ACTION ITEM:
Work out how many lines in the records include the word "Shuteriqi", then answer with nothing but that number.

Stored data entries
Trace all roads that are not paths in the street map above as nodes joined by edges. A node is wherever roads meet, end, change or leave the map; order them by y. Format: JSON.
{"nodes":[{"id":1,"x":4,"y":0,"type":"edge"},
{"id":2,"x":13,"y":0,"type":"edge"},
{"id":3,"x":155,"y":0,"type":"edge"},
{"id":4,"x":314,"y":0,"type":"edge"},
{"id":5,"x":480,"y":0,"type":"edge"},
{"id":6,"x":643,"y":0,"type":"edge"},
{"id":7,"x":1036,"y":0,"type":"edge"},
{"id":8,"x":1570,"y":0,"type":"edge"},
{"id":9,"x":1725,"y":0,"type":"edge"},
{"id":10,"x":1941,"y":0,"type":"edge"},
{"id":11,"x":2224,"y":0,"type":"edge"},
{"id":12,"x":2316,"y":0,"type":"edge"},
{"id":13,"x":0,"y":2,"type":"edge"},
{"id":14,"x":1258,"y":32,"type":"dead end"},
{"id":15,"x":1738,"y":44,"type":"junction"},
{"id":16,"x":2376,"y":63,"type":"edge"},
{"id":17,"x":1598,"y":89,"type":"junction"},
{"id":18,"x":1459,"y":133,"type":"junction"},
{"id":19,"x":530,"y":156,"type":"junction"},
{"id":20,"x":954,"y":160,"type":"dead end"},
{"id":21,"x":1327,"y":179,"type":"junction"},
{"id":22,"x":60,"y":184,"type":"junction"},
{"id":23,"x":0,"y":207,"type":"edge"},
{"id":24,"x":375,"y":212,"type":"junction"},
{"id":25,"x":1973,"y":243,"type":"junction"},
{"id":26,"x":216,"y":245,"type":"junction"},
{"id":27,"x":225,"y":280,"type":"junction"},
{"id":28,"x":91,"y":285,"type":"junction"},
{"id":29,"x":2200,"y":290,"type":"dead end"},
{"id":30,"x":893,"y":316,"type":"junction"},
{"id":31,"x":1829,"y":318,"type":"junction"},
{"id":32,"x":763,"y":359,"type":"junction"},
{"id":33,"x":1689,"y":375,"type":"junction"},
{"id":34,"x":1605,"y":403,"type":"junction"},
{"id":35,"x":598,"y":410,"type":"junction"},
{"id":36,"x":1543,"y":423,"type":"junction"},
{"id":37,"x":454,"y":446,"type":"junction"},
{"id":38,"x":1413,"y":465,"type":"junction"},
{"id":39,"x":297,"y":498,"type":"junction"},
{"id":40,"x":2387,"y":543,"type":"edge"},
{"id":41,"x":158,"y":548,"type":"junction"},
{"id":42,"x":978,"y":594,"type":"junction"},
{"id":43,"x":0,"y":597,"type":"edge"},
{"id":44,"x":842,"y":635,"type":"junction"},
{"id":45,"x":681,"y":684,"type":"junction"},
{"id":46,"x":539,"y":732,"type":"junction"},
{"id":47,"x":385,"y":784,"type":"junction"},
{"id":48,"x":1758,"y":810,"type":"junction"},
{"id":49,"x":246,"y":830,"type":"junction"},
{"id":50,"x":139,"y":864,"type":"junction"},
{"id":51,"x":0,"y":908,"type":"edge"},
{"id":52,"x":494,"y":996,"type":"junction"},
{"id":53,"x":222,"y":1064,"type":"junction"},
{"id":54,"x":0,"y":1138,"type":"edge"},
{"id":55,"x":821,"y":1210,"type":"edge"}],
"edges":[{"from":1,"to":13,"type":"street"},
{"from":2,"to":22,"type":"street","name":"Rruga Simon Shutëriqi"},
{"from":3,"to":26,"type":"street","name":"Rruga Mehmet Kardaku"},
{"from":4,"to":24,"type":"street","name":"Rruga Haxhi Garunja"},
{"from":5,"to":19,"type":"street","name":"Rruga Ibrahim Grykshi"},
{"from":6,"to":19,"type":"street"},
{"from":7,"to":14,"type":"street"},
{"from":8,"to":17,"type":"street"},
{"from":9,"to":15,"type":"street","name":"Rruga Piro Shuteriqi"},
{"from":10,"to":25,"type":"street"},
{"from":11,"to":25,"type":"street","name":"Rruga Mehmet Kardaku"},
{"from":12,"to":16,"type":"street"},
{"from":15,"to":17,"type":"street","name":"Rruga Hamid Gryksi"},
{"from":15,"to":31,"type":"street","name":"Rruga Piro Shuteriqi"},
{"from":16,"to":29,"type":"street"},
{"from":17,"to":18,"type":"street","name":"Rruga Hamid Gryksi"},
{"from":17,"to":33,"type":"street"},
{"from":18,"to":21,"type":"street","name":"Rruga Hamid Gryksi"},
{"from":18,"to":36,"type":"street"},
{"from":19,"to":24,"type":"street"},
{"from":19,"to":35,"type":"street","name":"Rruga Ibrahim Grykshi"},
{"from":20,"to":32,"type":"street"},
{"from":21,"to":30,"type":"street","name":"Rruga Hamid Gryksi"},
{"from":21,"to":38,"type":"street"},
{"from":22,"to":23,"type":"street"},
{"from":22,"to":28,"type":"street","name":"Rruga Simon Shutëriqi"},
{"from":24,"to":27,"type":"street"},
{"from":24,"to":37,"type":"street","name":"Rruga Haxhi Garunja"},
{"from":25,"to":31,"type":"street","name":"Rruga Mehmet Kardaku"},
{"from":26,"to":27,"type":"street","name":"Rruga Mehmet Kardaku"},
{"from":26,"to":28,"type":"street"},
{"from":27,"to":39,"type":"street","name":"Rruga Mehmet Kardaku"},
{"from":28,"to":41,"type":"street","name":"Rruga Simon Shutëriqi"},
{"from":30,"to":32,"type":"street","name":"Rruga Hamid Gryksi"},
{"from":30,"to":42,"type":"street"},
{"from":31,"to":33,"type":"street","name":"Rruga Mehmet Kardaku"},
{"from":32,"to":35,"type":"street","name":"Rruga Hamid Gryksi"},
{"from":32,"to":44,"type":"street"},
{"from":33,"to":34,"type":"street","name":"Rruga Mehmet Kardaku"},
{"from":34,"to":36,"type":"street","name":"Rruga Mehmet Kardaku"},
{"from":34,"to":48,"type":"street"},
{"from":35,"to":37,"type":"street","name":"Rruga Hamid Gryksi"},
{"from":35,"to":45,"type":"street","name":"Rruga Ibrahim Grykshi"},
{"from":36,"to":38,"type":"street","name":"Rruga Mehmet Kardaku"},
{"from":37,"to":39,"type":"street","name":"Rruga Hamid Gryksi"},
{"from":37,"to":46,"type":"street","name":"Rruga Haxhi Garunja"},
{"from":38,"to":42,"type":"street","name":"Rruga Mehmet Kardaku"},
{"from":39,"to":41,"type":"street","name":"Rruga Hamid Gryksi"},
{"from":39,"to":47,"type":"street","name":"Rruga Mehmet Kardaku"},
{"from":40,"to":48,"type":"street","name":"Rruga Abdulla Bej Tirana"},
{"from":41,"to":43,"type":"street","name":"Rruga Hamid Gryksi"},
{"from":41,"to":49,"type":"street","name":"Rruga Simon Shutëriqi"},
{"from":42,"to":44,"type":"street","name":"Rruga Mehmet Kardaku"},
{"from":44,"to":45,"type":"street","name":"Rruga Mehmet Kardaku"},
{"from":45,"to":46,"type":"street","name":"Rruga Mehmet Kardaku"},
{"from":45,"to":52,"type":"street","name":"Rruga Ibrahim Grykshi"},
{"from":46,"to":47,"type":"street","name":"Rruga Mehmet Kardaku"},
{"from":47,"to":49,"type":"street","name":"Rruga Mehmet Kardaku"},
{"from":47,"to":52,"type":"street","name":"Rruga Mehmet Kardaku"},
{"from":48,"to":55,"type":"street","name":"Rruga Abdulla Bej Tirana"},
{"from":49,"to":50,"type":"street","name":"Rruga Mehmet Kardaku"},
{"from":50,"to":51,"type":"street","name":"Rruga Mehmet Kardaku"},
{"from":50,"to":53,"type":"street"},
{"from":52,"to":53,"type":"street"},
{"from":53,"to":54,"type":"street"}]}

ANSWER AREA:
2